You are a data engineer at an aeronautics consulting company. Your company prides itself in being able to efficiently design airfoils for use in planes and sports cars. Data scientists in your office need to work with different algorithms and data in different formats. While they are good at Machine Learning, they count on you to be able to do ETL jobs and build ML pipelines. In this project you will use the modified version of the NASA Airfoil Self Noise dataset. You will clean this dataset, by dropping the duplicate rows, and removing the rows with null values. You will create an ML pipe line to create a model that will predict the SoundLevel based on all the other columns. You will evaluate the model and towards the end you will persist the model.



# Contents

1. Perform ETL activity
    - Load the CSV File into A Dataframe
    - Duplicates
    - Missing Values
    - Transformation
    - Save the Cleaned Dataset
    - Part 1 Evaluation
2. Create a  Machine Learning Pipeline
    - Load the Dataset from the Saved File
    - Define the Pipeline Stages
    - Build the pipeline
    - Train/Test Split
    - Model Training
    - Part 2 Evaluation
3. Evaluate the Model
    - Prediction
    - Evaluation of the Model
    - Part 3 Evaluation
4. Persist the Model
    - Save the Model
    - Load the Model
    - Make predictions with the Loaded Model on the Testdata
    - Compare the Predictions from the Loaded Model and the Original Model
    - Part 4 Evaluation

## Datasets

 - The original dataset can be found here NASA airfoil self noise dataset. https://archive.ics.uci.edu/dataset/291/airfoil+self+noise
 
 - This dataset is licensed under a Creative Commons Attribution 4.0 International (CC BY 4.0) license.

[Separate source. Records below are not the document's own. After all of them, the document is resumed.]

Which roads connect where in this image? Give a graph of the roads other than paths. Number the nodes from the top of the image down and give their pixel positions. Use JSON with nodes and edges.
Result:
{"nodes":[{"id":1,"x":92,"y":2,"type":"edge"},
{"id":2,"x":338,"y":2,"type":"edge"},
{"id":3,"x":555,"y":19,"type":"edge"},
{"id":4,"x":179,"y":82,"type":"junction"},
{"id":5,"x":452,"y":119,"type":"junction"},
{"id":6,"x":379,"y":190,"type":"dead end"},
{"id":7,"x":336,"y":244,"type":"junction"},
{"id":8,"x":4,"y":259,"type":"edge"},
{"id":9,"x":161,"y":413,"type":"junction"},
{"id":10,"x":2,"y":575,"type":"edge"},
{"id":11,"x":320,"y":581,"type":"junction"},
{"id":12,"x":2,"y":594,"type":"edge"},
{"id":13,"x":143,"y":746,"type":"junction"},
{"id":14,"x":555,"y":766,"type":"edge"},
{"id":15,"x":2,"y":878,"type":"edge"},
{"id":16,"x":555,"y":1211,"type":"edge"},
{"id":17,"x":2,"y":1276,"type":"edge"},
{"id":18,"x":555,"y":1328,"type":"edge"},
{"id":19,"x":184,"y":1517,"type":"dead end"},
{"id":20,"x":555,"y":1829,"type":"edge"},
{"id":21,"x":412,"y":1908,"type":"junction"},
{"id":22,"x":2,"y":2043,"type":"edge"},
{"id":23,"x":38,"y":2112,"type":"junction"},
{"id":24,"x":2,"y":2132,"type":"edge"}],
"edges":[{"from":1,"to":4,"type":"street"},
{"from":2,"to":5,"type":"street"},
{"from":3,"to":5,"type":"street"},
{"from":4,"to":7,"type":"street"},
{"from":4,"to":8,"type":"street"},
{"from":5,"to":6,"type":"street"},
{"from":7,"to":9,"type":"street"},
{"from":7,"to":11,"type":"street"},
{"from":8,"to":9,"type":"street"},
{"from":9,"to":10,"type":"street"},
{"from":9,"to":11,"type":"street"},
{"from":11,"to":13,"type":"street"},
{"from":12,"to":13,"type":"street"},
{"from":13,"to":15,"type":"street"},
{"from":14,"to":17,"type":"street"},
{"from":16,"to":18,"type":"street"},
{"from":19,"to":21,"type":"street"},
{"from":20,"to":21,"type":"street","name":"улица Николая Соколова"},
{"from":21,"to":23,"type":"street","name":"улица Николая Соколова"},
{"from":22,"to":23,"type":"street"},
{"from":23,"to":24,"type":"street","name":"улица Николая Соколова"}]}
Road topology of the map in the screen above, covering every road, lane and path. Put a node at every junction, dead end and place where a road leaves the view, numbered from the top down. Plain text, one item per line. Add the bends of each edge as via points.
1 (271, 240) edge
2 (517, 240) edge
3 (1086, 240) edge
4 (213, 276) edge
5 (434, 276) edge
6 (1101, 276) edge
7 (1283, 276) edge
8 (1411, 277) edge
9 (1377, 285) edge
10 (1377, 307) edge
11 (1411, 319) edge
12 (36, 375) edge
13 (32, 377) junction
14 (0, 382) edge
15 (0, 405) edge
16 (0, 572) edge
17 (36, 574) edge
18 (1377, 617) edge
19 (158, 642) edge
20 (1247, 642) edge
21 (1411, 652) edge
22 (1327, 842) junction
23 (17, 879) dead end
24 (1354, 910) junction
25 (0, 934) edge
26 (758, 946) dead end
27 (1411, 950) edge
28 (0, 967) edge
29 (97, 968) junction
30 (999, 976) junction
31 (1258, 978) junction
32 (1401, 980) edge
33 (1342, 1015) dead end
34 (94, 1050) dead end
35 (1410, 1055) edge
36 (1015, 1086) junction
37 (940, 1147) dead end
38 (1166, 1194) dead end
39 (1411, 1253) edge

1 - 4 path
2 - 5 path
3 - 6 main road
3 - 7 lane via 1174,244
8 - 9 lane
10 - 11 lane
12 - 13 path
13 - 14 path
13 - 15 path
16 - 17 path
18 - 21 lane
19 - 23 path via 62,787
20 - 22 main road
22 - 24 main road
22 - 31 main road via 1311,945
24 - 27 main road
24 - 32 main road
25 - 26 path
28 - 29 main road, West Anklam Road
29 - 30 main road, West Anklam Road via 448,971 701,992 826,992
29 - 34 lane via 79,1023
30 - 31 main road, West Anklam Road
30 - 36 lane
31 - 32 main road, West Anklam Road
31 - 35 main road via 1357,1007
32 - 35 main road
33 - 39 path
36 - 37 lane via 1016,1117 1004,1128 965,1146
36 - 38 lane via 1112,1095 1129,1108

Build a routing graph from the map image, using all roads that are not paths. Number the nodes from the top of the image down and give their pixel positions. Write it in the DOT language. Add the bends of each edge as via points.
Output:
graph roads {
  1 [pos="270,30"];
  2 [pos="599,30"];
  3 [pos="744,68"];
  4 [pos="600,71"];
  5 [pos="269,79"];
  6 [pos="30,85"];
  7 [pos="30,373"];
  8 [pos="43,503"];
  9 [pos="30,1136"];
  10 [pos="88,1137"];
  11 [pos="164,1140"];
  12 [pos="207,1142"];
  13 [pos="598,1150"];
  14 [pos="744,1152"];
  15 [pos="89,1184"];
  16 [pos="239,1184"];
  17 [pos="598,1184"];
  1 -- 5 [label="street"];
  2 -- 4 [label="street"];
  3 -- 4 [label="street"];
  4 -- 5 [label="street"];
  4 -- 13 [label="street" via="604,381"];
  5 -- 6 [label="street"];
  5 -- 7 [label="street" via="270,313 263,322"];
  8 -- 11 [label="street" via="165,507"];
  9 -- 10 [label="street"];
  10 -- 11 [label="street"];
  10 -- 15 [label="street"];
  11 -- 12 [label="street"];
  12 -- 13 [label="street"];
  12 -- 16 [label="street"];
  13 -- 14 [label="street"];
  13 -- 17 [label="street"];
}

Diagram of an airfoil. - For informational purpose


![Airfoil with flow](https://cf-courses-data.s3.us.cloud-object-storage.appdomain.cloud/IBMSkillsNetwork-BD0231EN-Coursera/images/Airfoil_with_flow.png)


Diagram showing the Angle of attack. - For informational purpose


![Airfoil angle of attack](https://cf-courses-data.s3.us.cloud-object-storage.appdomain.cloud/IBMSkillsNetwork-BD0231EN-Coursera/images/Airfoil_angle_of_attack.jpg)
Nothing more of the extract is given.